_PROBLEM TO WORK ON_: Check each line of the data for "roads", and copy the ones that have it.

(Stored data)
....
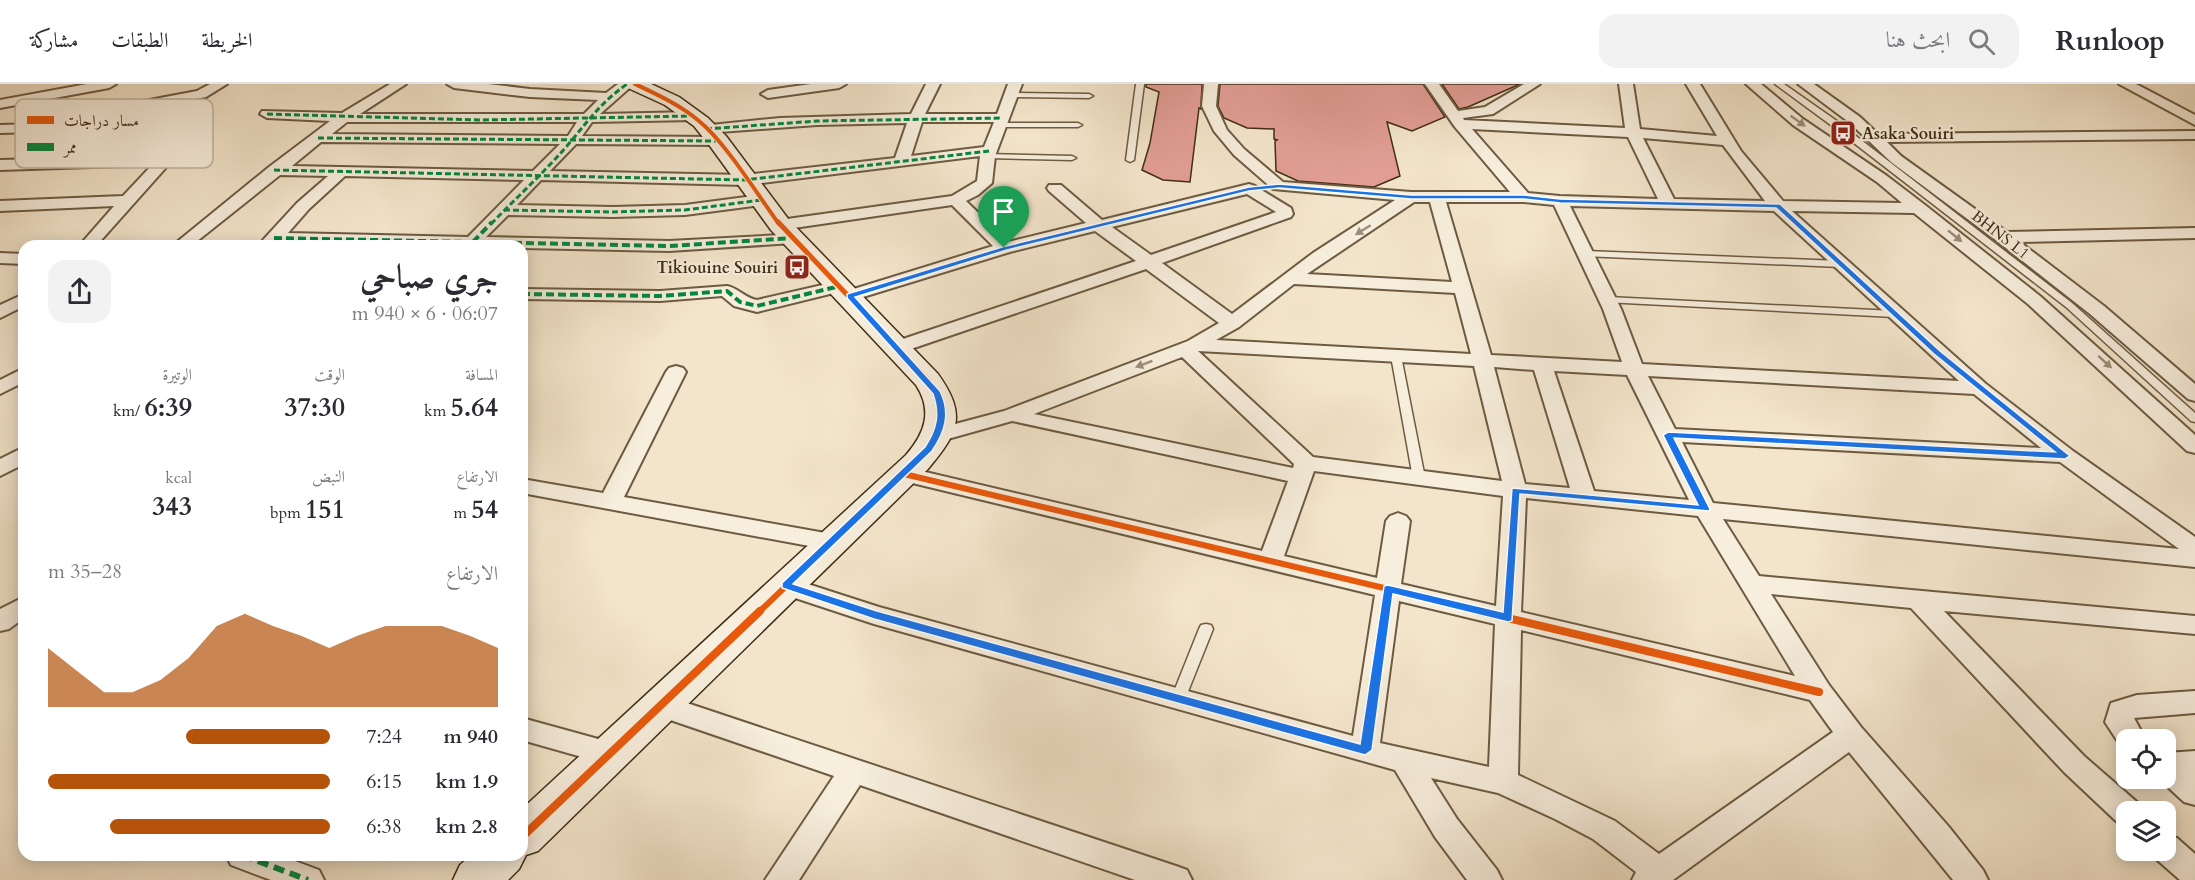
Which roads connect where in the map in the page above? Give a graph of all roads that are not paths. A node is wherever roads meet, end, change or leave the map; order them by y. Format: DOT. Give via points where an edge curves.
graph roads {
  1 [pos="38,84"];
  2 [pos="109,84"];
  3 [pos="220,84"];
  4 [pos="399,84"];
  5 [pos="454,84"];
  6 [pos="627,84"];
  7 [pos="839,84"];
  8 [pos="933,84"];
  9 [pos="1140,84"];
  10 [pos="1211,84"];
  11 [pos="1432,84"];
  12 [pos="1533,84"];
  13 [pos="1626,84"];
  14 [pos="1693,84"];
  15 [pos="1753,84"];
  16 [pos="1779,84"];
  17 [pos="1788,84"];
  18 [pos="1805,84"];
  19 [pos="2126,84"];
  20 [pos="1013,90"];
  21 [pos="622,91"];
  22 [pos="768,94"];
  23 [pos="1089,96"];
  24 [pos="37,99"];
  25 [pos="175,99"];
  26 [pos="3,106"];
  27 [pos="267,114"];
  28 [pos="343,118"];
  29 [pos="916,118"];
  30 [pos="587,119"];
  31 [pos="1457,119"];
  32 [pos="2195,121"];
  33 [pos="1001,122"];
  34 [pos="1078,125"];
  35 [pos="706,129"];
  36 [pos="1633,133"];
  37 [pos="2195,135"];
  38 [pos="318,138"];
  39 [pos="1876,138"];
  40 [pos="572,140"];
  41 [pos="1726,141"];
  42 [pos="989,154"];
  43 [pos="1072,158"];
  44 [pos="1130,160"];
  45 [pos="901,162"];
  46 [pos="0,165"];
  47 [pos="15,165"];
  48 [pos="159,168"];
  49 [pos="274,170"];
  50 [pos="342,171"];
  51 [pos="539,174"];
  52 [pos="1279,186"];
  53 [pos="1055,188"];
  54 [pos="1249,189"];
  55 [pos="753,190"];
  56 [pos="1411,197"];
  57 [pos="1437,197"];
  58 [pos="1523,197"];
  59 [pos="956,200"];
  60 [pos="128,201"];
  61 [pos="1560,201"];
  62 [pos="1668,204"];
  63 [pos="0,206"];
  64 [pos="1778,206"];
  65 [pos="1919,208"];
  66 [pos="504,210"];
  67 [pos="1098,225"];
  68 [pos="787,231"];
  69 [pos="2195,234"];
  70 [pos="2003,237"];
  71 [pos="92,240"];
  72 [pos="187,240"];
  73 [pos="273,240"];
  74 [pos="474,240"];
  75 [pos="528,244"];
  76 [pos="1004,248"];
  77 [pos="1586,254"];
  78 [pos="0,258"];
  79 [pos="18,259"];
  80 [pos="1146,261"];
  81 [pos="1840,264"];
  82 [pos="1293,279"];
  83 [pos="1462,288"];
  84 [pos="845,291"];
  85 [pos="528,294"];
  86 [pos="1608,300"];
  87 [pos="18,302"];
  88 [pos="0,312"];
  89 [pos="1894,314"];
  90 [pos="1232,324"];
  91 [pos="1190,346"];
  92 [pos="898,347"];
  93 [pos="1396,356"];
  94 [pos="1483,361"];
  95 [pos="1542,364"];
  96 [pos="1634,368"];
  97 [pos="2168,369"];
  98 [pos="2195,369"];
  99 [pos="676,372"];
  100 [pos="18,378"];
  101 [pos="0,388"];
  102 [pos="1979,388"];
  103 [pos="2195,395"];
  104 [pos="2195,412"];
  105 [pos="1011,416"];
  106 [pos="2195,419"];
  107 [pos="1668,435"];
  108 [pos="937,436"];
  109 [pos="2195,446"];
  110 [pos="2065,456"];
  111 [pos="18,458"];
  112 [pos="0,469"];
  113 [pos="1303,470"];
  114 [pos="904,474"];
  115 [pos="1419,478"];
  116 [pos="528,487"];
  117 [pos="1515,490"];
  118 [pos="1584,496"];
  119 [pos="610,502"];
  120 [pos="1705,509"];
  121 [pos="1398,521"];
  122 [pos="831,542"];
  123 [pos="2195,549"];
  124 [pos="2195,559"];
  125 [pos="1271,560"];
  126 [pos="1752,584"];
  127 [pos="786,586"];
  128 [pos="1388,589"];
  129 [pos="1920,601"];
  130 [pos="18,610"];
  131 [pos="1508,618"];
  132 [pos="0,622"];
  133 [pos="2195,625"];
  134 [pos="1206,629"];
  135 [pos="1819,692"];
  136 [pos="1178,699"];
  137 [pos="2195,702"];
  138 [pos="660,705"];
  139 [pos="2124,729"];
  140 [pos="528,731"];
  141 [pos="1851,735"];
  142 [pos="1365,750"];
  143 [pos="610,753"];
  144 [pos="1405,760"];
  145 [pos="2195,763"];
  146 [pos="2176,766"];
  147 [pos="854,770"];
  148 [pos="2176,776"];
  149 [pos="1503,782"];
  150 [pos="2195,793"];
  151 [pos="2116,802"];
  152 [pos="528,831"];
  153 [pos="2176,857"];
  154 [pos="258,861"];
  155 [pos="496,861"];
  156 [pos="2195,874"];
  157 [pos="1654,876"];
  158 [pos="308,880"];
  159 [pos="476,880"];
  160 [pos="781,880"];
  161 [pos="1176,880"];
  162 [pos="1486,880"];
  163 [pos="1972,880"];
  1 -- 26 [label="street"];
  2 -- 24 [label="street"];
  3 -- 25 [label="street" via="201,94"];
  4 -- 28 [label="street"];
  5 -- 21 [label="street" via="530,93"];
  6 -- 21 [label="street"];
  7 -- 22 [label="street"];
  8 -- 29 [label="street"];
  9 -- 44 [label="lane"];
  10 -- 52 [label="street" via="1209,106 1221,131"];
  11 -- 31 [label="street"];
  12 -- 31 [label="street" via="1488,111"];
  13 -- 36 [label="street"];
  14 -- 41 [label="street"];
  15 -- 65 [label="street, one-way" via="1798,122"];
  16 -- 106 [label="lane, BHNS L1" via="2069,306"];
  17 -- 104 [label="lane, BHNS L1" via="2080,309"];
  18 -- 39 [label="street"];
  19 -- 32 [label="street"];
  20 -- 23 [label="lane"];
  20 -- 33 [label="street"];
  21 -- 30 [label="street"];
  21 -- 35 [label="street" via="672,101"];
  27 -- 28 [label="street"];
  28 -- 30 [label="street"];
  28 -- 38 [label="street"];
  29 -- 33 [label="street"];
  29 -- 35 [label="street" via="802,120"];
  29 -- 45 [label="street"];
  30 -- 35 [label="street"];
  30 -- 40 [label="street"];
  31 -- 36 [label="street"];
  31 -- 58 [label="street"];
  33 -- 34 [label="lane"];
  33 -- 42 [label="street"];
  35 -- 40 [label="street"];
  35 -- 55 [label="street"];
  36 -- 41 [label="street"];
  36 -- 62 [label="street"];
  37 -- 39 [label="street"];
  38 -- 40 [label="street"];
  38 -- 49 [label="street"];
  39 -- 70 [label="street" via="1896,159"];
  40 -- 51 [label="street"];
  41 -- 64 [label="street"];
  42 -- 43 [label="lane"];
  42 -- 45 [label="street"];
  42 -- 59 [label="street" via="984,183"];
  45 -- 55 [label="street"];
  46 -- 47 [label="street"];
  48 -- 60 [label="street"];
  49 -- 50 [label="street"];
  49 -- 72 [label="street"];
  50 -- 51 [label="street"];
  50 -- 73 [label="street"];
  51 -- 55 [label="street"];
  51 -- 66 [label="street"];
  52 -- 54 [label="street"];
  52 -- 56 [label="street"];
  53 -- 67 [label="street"];
  54 -- 67 [label="street"];
  54 -- 80 [label="street" via="1285,214"];
  55 -- 66 [label="street" via="675,210"];
  55 -- 68 [label="street"];
  56 -- 57 [label="street"];
  56 -- 82 [label="street, one-way" via="1319,257"];
  57 -- 58 [label="street"];
  57 -- 83 [label="street"];
  58 -- 61 [label="street"];
  59 -- 68 [label="street"];
  59 -- 76 [label="street"];
  60 -- 63 [label="street"];
  60 -- 71 [label="street"];
  61 -- 62 [label="street"];
  61 -- 77 [label="street"];
  62 -- 64 [label="street"];
  64 -- 65 [label="street"];
  64 -- 81 [label="street"];
  65 -- 109 [label="street, one-way" via="2051,314"];
  66 -- 74 [label="street"];
  67 -- 76 [label="street"];
  67 -- 80 [label="street"];
  68 -- 75 [label="street" via="669,246"];
  68 -- 84 [label="street"];
  69 -- 70 [label="street"];
  70 -- 97 [label="street"];
  76 -- 84 [label="street"];
  77 -- 81 [label="lane"];
  77 -- 86 [label="street"];
  78 -- 79 [label="street"];
  80 -- 90 [label="street"];
  80 -- 92 [label="street"];
  81 -- 89 [label="street"];
  82 -- 83 [label="street"];
  82 -- 90 [label="street"];
  83 -- 94 [label="street"];
  84 -- 85 [label="street" via="757,306 718,291 660,296"];
  84 -- 92 [label="street"];
  86 -- 89 [label="lane"];
  86 -- 96 [label="street"];
  87 -- 88 [label="street"];
  89 -- 102 [label="street"];
  90 -- 91 [label="street"];
  91 -- 93 [label="street"];
  91 -- 105 [label="street, one-way"];
  91 -- 113 [label="street"];
  92 -- 108 [label="street" via="937,393 942,406"];
  93 -- 94 [label="street"];
  93 -- 115 [label="lane"];
  94 -- 95 [label="street"];
  94 -- 117 [label="street"];
  95 -- 96 [label="street"];
  95 -- 118 [label="street"];
  96 -- 102 [label="street"];
  96 -- 107 [label="street"];
  97 -- 98 [label="street"];
  97 -- 103 [label="street"];
  99 -- 119 [label="street"];
  100 -- 101 [label="street"];
  102 -- 110 [label="street"];
  105 -- 108 [label="street"];
  105 -- 113 [label="street"];
  107 -- 110 [label="street"];
  107 -- 120 [label="street"];
  108 -- 114 [label="street"];
  110 -- 123 [label="street"];
  111 -- 112 [label="street"];
  113 -- 115 [label="street"];
  113 -- 125 [label="street"];
  114 -- 122 [label="street"];
  114 -- 125 [label="street"];
  115 -- 117 [label="street"];
  116 -- 119 [label="street"];
  117 -- 118 [label="street"];
  117 -- 131 [label="street"];
  118 -- 120 [label="street"];
  119 -- 122 [label="street"];
  120 -- 124 [label="street"];
  120 -- 126 [label="street"];
  121 -- 128 [label="street"];
  122 -- 127 [label="street"];
  125 -- 128 [label="street"];
  126 -- 129 [label="street"];
  126 -- 135 [label="street"];
  127 -- 136 [label="street" via="874,615"];
  127 -- 138 [label="street"];
  128 -- 131 [label="street"];
  128 -- 142 [label="street"];
  129 -- 133 [label="street"];
  129 -- 151 [label="street" via="2074,764"];
  130 -- 132 [label="street"];
  131 -- 135 [label="street"];
  131 -- 149 [label="street"];
  134 -- 136 [label="lane"];
  135 -- 141 [label="street"];
  136 -- 142 [label="street"];
  137 -- 139 [label="street" via="2137,706 2121,711 2119,722"];
  138 -- 143 [label="street"];
  138 -- 147 [label="street"];
  140 -- 143 [label="street"];
  141 -- 157 [label="street"];
  141 -- 163 [label="street"];
  142 -- 144 [label="street"];
  143 -- 152 [label="street"];
  144 -- 149 [label="street"];
  144 -- 162 [label="street" via="1446,828"];
  145 -- 146 [label="street"];
  147 -- 160 [label="street"];
  147 -- 161 [label="street"];
  148 -- 150 [label="street"];
  149 -- 157 [label="street" via="1604,830"];
  153 -- 156 [label="street"];
  154 -- 158 [label="street"];
  155 -- 159 [label="street"];
}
....
_SOLUTION FOR THIS PROBLEM_:
Which roads connect where in the map in the page above? Give a graph of all roads that are not paths. A node is wherever roads meet, end, change or leave the map; order them by y. Format: DOT. Give via points where an edge curves.
graph roads {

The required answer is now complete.